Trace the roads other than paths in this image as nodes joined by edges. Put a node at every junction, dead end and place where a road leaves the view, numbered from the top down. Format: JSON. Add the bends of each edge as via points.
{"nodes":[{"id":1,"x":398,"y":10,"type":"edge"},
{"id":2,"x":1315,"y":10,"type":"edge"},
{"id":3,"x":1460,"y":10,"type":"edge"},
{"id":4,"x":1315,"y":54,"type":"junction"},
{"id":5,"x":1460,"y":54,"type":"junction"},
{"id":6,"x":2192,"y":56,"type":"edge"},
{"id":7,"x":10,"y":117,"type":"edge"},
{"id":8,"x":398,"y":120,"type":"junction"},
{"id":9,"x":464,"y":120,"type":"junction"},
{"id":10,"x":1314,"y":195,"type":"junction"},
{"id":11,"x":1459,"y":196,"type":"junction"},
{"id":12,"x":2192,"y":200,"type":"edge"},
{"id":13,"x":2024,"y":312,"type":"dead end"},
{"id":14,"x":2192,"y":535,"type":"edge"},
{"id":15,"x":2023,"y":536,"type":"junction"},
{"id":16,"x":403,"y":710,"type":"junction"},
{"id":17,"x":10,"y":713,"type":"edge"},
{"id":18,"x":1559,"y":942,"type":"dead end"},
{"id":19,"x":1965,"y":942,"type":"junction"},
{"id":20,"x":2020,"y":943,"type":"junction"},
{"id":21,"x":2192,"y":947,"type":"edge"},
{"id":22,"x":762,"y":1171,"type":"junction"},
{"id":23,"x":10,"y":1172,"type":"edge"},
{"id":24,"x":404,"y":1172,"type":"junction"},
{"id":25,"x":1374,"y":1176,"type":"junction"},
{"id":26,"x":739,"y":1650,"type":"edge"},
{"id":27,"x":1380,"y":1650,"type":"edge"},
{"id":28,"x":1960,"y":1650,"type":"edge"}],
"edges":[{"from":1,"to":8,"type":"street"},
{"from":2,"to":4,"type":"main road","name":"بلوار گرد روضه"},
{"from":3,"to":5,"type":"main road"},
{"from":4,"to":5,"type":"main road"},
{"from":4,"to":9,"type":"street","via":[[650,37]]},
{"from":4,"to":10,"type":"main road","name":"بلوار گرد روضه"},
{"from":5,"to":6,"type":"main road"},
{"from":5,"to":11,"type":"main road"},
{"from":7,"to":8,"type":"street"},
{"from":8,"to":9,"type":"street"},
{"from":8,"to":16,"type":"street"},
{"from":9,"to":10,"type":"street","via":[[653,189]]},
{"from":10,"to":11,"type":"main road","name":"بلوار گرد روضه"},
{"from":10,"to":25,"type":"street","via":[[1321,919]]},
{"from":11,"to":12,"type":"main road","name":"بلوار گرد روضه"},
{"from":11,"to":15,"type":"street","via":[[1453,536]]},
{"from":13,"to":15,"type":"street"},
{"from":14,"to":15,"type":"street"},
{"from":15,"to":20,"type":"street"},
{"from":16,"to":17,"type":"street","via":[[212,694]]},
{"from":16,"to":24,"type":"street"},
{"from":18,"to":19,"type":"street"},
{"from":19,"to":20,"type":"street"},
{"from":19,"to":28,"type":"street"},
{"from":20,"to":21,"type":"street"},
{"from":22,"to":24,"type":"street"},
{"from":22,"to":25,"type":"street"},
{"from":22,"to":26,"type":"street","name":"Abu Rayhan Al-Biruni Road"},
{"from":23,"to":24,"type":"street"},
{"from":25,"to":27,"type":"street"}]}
::::::
WORK ORDER: Only the lines with the string "بلوار" are wanted; pick them out of the records above and copy them.

SOLUTION BELOW:
{"from":2,"to":4,"type":"main road","name":"بلوار گرد روضه"},
{"from":4,"to":10,"type":"main road","name":"بلوار گرد روضه"},
{"from":10,"to":11,"type":"main road","name":"بلوار گرد روضه"},
{"from":11,"to":12,"type":"main road","name":"بلوار گرد روضه"},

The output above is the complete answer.